In Washington, the International Energy Agency (IEA) said that it expects biofuels to generate $11-$13 trillion in production between 2010 and 2050, and the global share of biofuel in total transport fuel to grow from 2% today to 27% in 2050. _BiofuelsDigestPDF IEA Report PDF
UC Berkeley is "all in" on the project. Not only is UCB an integral part of the Joint BioEnergy Institute, the school has also just launched the Synthetic Biology Institute for new research & development in biological engineering, and scale the advances up to industrial levels.
In the meantime, dozens of well-financed biotech companies, such as Joule Unlimited, are rushing ahead to develop custom microbes specifically tailored to produce specific fuels and high value chemical products.
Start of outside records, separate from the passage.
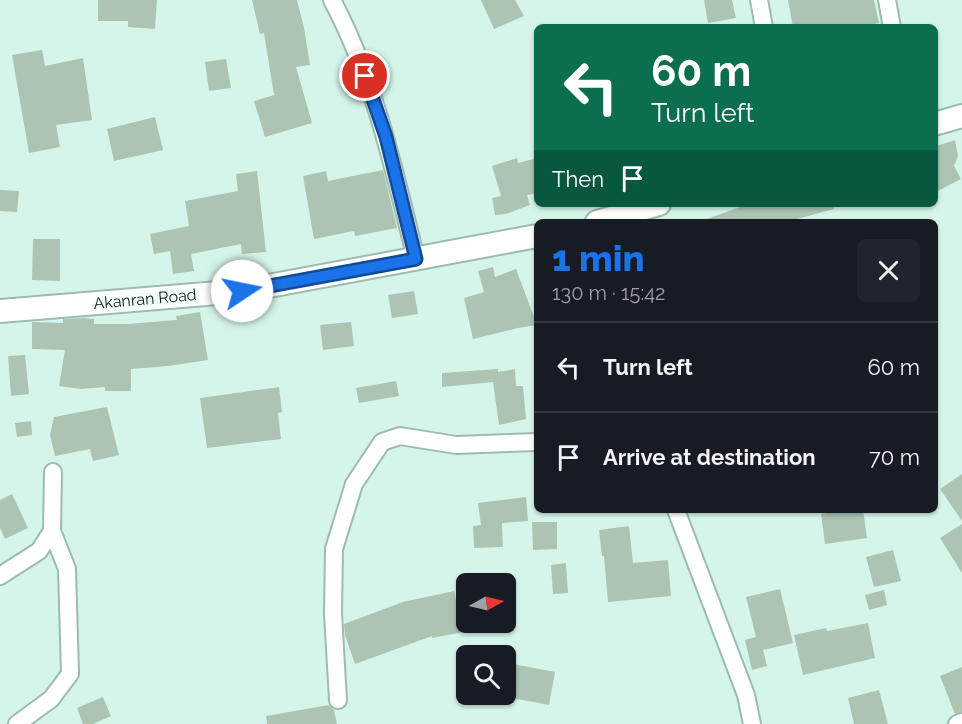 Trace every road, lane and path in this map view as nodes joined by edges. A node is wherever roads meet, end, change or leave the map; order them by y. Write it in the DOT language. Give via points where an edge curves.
graph roads {
  1 [pos="332,0"];
  2 [pos="759,0"];
  3 [pos="887,0"];
  4 [pos="763,24"];
  5 [pos="891,24"];
  6 [pos="962,116"];
  7 [pos="938,123"];
  8 [pos="649,207"];
  9 [pos="607,219"];
  10 [pos="534,237"];
  11 [pos="416,259"];
  12 [pos="0,311"];
  13 [pos="534,442"];
  14 [pos="52,472"];
  15 [pos="677,513"];
  16 [pos="52,531"];
  17 [pos="0,576"];
  18 [pos="339,700"];
  19 [pos="962,722"];
  20 [pos="17,724"];
  21 [pos="752,724"];
  22 [pos="957,724"];
  1 -- 11 [label="street" via="351,36 386,137"];
  2 -- 4 [label="street"];
  3 -- 5 [label="street"];
  6 -- 7 [label="main road"];
  8 -- 9 [label="main road"];
  10 -- 11 [label="main road, Akanran Road"];
  11 -- 12 [label="main road, Akanran Road" via="242,291"];
  13 -- 18 [label="street" via="456,445 400,436 382,442 354,484 334,549 333,614"];
  14 -- 16 [label="street"];
  15 -- 21 [label="street" via="746,695"];
  16 -- 17 [label="street" via="39,551"];
  16 -- 20 [label="street" via="67,569 70,674 51,699"];
  19 -- 22 [label="street"];
} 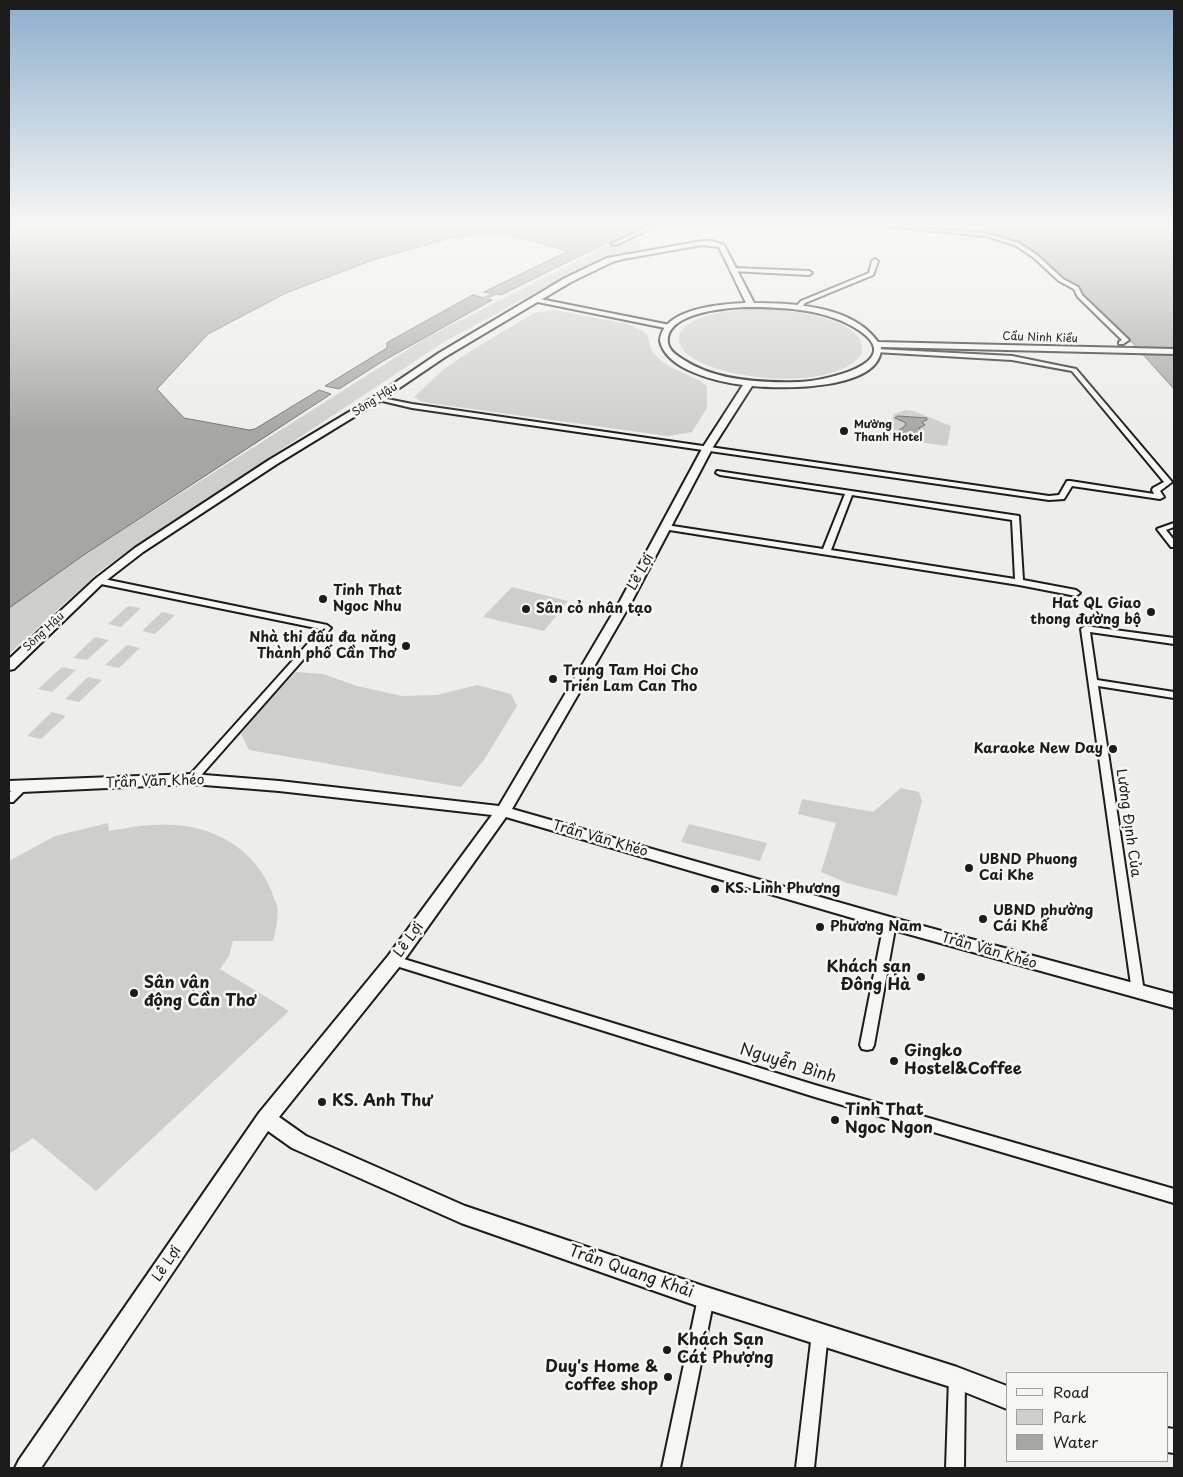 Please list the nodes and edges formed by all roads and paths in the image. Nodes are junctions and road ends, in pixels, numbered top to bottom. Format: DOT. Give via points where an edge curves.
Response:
graph roads {
  1 [pos="543,295"];
  2 [pos="746,295"];
  3 [pos="820,295"];
  4 [pos="1079,295"];
  5 [pos="535,300"];
  6 [pos="751,305"];
  7 [pos="798,308"];
  8 [pos="670,327"];
  9 [pos="1121,343"];
  10 [pos="876,348"];
  11 [pos="1174,352"];
  12 [pos="749,383"];
  13 [pos="377,399"];
  14 [pos="708,448"];
  15 [pos="720,473"];
  16 [pos="849,493"];
  17 [pos="1174,525"];
  18 [pos="666,527"];
  19 [pos="1174,545"];
  20 [pos="826,552"];
  21 [pos="99,581"];
  22 [pos="1019,582"];
  23 [pos="1076,593"];
  24 [pos="1174,641"];
  25 [pos="9,666"];
  26 [pos="1093,682"];
  27 [pos="1174,695"];
  28 [pos="192,779"];
  29 [pos="15,786"];
  30 [pos="9,799"];
  31 [pos="503,811"];
  32 [pos="890,923"];
  33 [pos="394,961"];
  34 [pos="1138,992"];
  35 [pos="1174,1001"];
  36 [pos="867,1045"];
  37 [pos="266,1119"];
  38 [pos="1174,1196"];
  39 [pos="706,1298"];
  40 [pos="820,1333"];
  41 [pos="957,1378"];
  42 [pos="1006,1398"];
  43 [pos="27,1468"];
  44 [pos="671,1468"];
  45 [pos="805,1468"];
  46 [pos="955,1468"];
  1 -- 5 [label="street, Sông Hậu"];
  2 -- 6 [label="street, Sông Hậu"];
  3 -- 7 [label="street" via="803,302"];
  4 -- 9 [label="street" via="1126,340"];
  5 -- 8 [label="street"];
  5 -- 13 [label="street, Sông Hậu" via="442,355"];
  6 -- 7 [label="street"];
  6 -- 8 [label="street" via="704,311 686,316"];
  7 -- 10 [label="street" via="852,323 869,334"];
  8 -- 12 [label="street" via="664,342 668,352 680,362 707,374"];
  10 -- 11 [label="street, Cầu Ninh Kiều" via="901,344"];
  10 -- 12 [label="street" via="874,359 866,367 836,379 800,385"];
  10 -- 14 [label="street" via="1012,358 1074,370 1168,482 1156,490 1160,497 1070,483 1062,497 1049,498"];
  12 -- 14 [label="street, Lê Lợi"];
  13 -- 14 [label="street"];
  13 -- 21 [label="street, Sông Hậu" via="139,550"];
  14 -- 18 [label="street, Lê Lợi"];
  15 -- 16 [label="street"];
  16 -- 20 [label="street"];
  16 -- 22 [label="street" via="1016,518"];
  17 -- 19 [label="street" via="1162,529"];
  18 -- 20 [label="street"];
  18 -- 31 [label="street, Lê Lợi"];
  20 -- 22 [label="street"];
  21 -- 25 [label="street, Sông Hậu"];
  21 -- 28 [label="street" via="327,628"];
  22 -- 23 [label="street"];
  24 -- 26 [label="street, Lương Định Của" via="1085,629"];
  26 -- 27 [label="street"];
  26 -- 34 [label="street, Lương Định Của"];
  28 -- 29 [label="street, Trần Văn Khéo"];
  28 -- 31 [label="street, Trần Văn Khéo"];
  29 -- 30 [label="street"];
  31 -- 32 [label="street, Trần Văn Khéo"];
  31 -- 33 [label="street, Lê Lợi"];
  32 -- 34 [label="street, Trần Văn Khéo"];
  32 -- 36 [label="street"];
  33 -- 37 [label="street, Lê Lợi"];
  33 -- 38 [label="street, Nguyễn Bình" via="815,1091"];
  34 -- 35 [label="street, Trần Văn Khéo"];
  37 -- 39 [label="street, Trần Quang Khải" via="299,1142 461,1214"];
  37 -- 43 [label="street, Lê Lợi"];
  39 -- 40 [label="street, Trần Quang Khải"];
  39 -- 44 [label="street"];
  40 -- 41 [label="street, Trần Quang Khải"];
  40 -- 45 [label="street"];
  41 -- 42 [label="street, Trần Quang Khải"];
  41 -- 46 [label="street"];
} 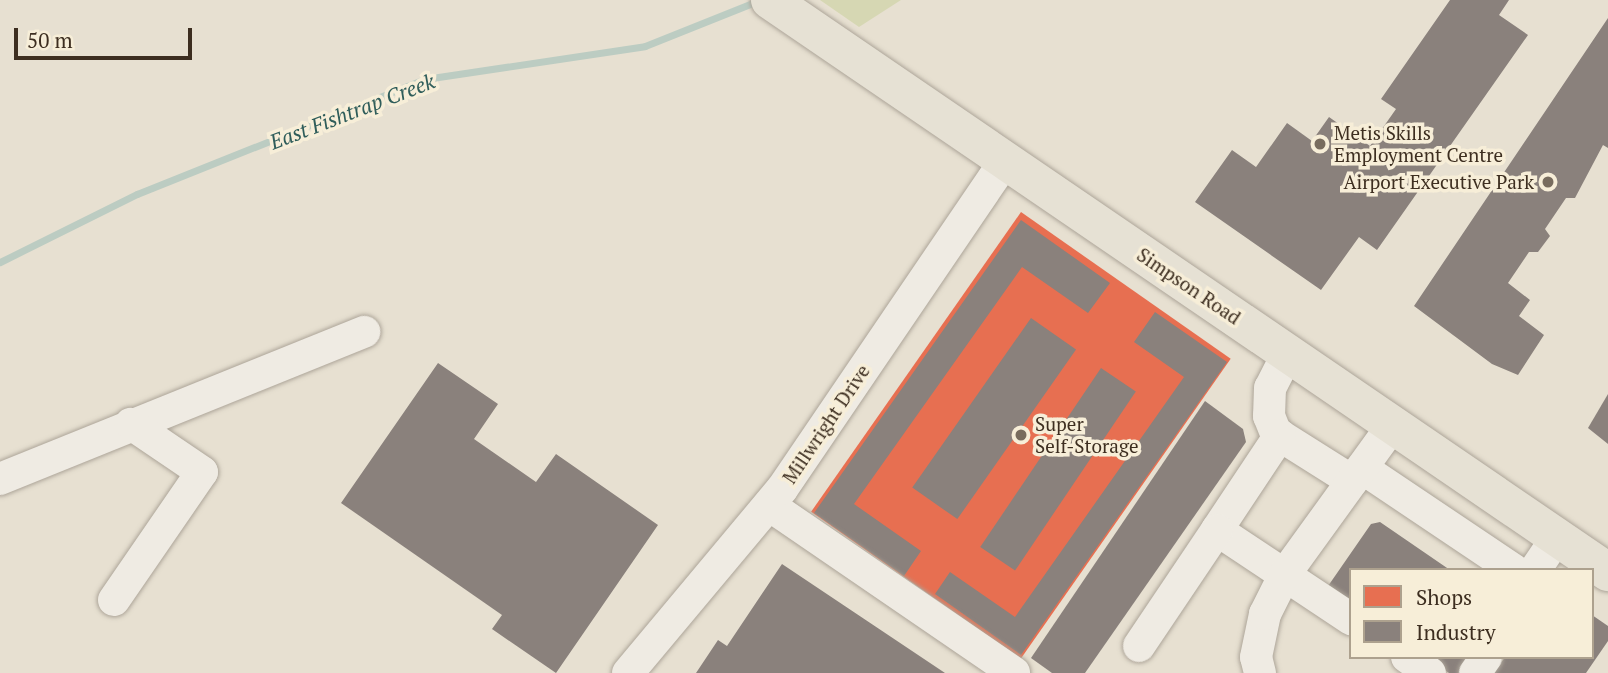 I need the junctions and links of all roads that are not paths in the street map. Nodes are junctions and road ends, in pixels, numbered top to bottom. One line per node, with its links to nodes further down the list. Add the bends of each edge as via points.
1 (782, 8): 2 (main road, Simpson Road)
2 (1005, 161): 4 (main road, Simpson Road); 10 (street, Millwright Drive)
3 (364, 332): 5 (street)
4 (1287, 353): 6 (main road, Simpson Road); 7 (street, via 1268,401)
5 (131, 424): 9 (street); 17 (street, via 202,472)
6 (1393, 425): 8 (street); 12 (main road, Simpson Road)
7 (1280, 435): 8 (street); 11 (street)
8 (1357, 475): 13 (street); 16 (street)
9 (0, 478)
10 (769, 505): 21 (street, Millwright Drive); 22 (street)
11 (1216, 530): 16 (street); 19 (street)
12 (1557, 537): 14 (street); 15 (main road, Simpson Road)
13 (1511, 568)
14 (1536, 568)
15 (1608, 572)
16 (1285, 575): 18 (street); 23 (street, via 1265,614 1256,657)
17 (114, 600)
18 (1349, 618)
19 (1139, 646)
20 (1410, 659): 24 (street)
21 (628, 673)
22 (1014, 673)
23 (1260, 673)
24 (1430, 673)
Joule is based in Cambridge, Massachusetts, on the opposite side of the US from UC Berkeley, in the middle of a competing high technology startup zone. Similar zones are located near Stanford U., around Austin, Texas, near La Jolla, California, and around dozens of other high tech startup zones across North America.
Clearly, if biofuels are to provide roughly 1/3 of global transportation fuels by the year 2050, a tremendous amount of feedstock will be required. Cellulosic biomass (both marine and terrestrial) will be one type of feedstock, as will waste streams of various types. All types of waste plastics, waste rubbers, waste papers and cardboards, waste foam packing etc etc will be routinely grabbed up by this growing industry, as valuable feedstock. Anything considered "garbage" or "waste" today is likely to be seen as a feedstock to be turned into high value product, by the time period of 2025 to 2050.
This will be simple economics, not an effort to "save Gaia."
Virginia Tech has recently licensed an open software tool tailored for synthetic biology safety. It is meant to monitor chemical reagent and biological agent acquisitions, to minimise the dangers of misuse of synthetic biology technologies, eg for terrorism.